С тех пор бог внушал мне сильную тревогу.
Вечером, стоя в дверях, я собираюсь с силами и прыгаю прямо в кровать, чтобы бог не успел схватить меня за пятку; я говорю ему:
— Господи, пожалуйста, забудь обо мне, сделай так, чтобы я не стала великой святой.
Однажды Клер застигла меня за этой молитвой и расхохоталась. Она, к несчастью, не принимает меня всерьез. Ждет, когда я вырасту. Она долго и судорожно потягивается, закладывает волосы за уши, зевает по-кошачьи, обнажая в улыбке два маленьких острых зуба в глубине рта; говорит:
— Вырастай поскорее, тогда я тебе все расскажу.

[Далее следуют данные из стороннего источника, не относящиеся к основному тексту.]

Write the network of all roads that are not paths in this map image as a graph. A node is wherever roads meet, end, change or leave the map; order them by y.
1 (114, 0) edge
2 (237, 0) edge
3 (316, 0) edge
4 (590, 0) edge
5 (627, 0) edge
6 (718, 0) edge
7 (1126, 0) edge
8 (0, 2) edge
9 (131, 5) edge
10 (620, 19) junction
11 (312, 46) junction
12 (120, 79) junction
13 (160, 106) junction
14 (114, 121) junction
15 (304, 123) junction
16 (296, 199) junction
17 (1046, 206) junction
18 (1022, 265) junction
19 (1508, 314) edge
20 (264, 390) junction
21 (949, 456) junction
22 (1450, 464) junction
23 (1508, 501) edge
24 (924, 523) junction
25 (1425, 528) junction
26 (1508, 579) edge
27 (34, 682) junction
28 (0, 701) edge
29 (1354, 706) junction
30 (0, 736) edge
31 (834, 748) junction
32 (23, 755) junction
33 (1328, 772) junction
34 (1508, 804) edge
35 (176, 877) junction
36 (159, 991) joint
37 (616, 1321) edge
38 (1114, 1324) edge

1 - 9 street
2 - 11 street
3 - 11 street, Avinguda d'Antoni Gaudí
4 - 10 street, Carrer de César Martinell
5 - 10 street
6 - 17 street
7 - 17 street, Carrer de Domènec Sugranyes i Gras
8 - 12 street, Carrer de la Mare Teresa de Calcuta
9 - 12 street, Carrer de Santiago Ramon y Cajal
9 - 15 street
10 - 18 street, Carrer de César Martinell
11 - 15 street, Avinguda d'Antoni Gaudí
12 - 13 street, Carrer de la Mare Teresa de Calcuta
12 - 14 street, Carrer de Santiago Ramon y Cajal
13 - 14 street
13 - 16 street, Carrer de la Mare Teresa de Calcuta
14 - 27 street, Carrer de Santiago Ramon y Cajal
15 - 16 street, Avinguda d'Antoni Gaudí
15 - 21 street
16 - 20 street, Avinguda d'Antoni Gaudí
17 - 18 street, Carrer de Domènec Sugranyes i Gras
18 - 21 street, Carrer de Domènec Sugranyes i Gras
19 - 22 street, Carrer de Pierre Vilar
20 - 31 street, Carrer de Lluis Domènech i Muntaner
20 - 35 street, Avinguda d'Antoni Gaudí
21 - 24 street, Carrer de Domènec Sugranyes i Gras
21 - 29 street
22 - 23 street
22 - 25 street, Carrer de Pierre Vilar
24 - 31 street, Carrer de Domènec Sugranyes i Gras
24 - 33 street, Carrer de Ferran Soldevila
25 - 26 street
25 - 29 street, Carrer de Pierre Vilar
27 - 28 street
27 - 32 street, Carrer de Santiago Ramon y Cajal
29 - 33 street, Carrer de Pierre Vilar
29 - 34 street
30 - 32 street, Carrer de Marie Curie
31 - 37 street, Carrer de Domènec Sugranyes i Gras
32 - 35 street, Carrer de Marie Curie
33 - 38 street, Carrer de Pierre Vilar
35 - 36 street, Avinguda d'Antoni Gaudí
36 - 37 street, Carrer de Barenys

А потом уходит, нарочно переплетая ноги в розовых носках, ни разу не споткнувшись. Перед тем как открыть дверь, она оборачивается, бросает смеющийся взгляд через плечо, задевает меня мимоходом, но не ерошит мне волосы, ничего. Не касается меня.
Мы с Клер не целуемся, не пожимаем рук, даже не говорим «здравствуй». Ждем, когда я вырасту. Мы почти не знаем друг друга, потому что я живу в пансионе, а она часто уезжает на каникулы куда-нибудь в горы или к реке, не знаю точно, я никогда не прислушиваюсь, о чем они там разговаривают, мне это еще не интересно.
Встречаясь, мы не разглядываем друг друга. Лишь чуточку наблюдаем одна за другой, изо дня в день, и я замечаю, что у нее маленькие, квадратные уши. И держится она до того прямо, что порой даже выступают тонкие бедренные кости, точно два межевых камушка, ограничивающих крошечное поле живота. А то вдруг она измеряет сантиметром мой нос, потом свой и говорит:
— У нас с тобой самые маленькие носы в семье.
И это еще одно, что связывает нас.
Именно из-за Клер я и попросила отдать меня в пансион несколько лет назад. В пансионе тебя заставляют есть и заниматься гимнастикой, и поэтому быстрее растешь. И еще заставляют трудиться, там редко кто остается на второй год, вот вам и выигрыш во времени, чтобы поскорее со всем этим разделаться.
В июле, когда я вернулась из пансиона, как раз накануне смерти Клер, именно она открыла мне дверь; захлопала длинными ресницами, точно кукла с закрывающимися глазами, и сказала:
— Вот здорово, дружок!
За последний триместр я выросла на четыре сантиметра, но никому не заикнулась об этом, а она вот сразу заметила.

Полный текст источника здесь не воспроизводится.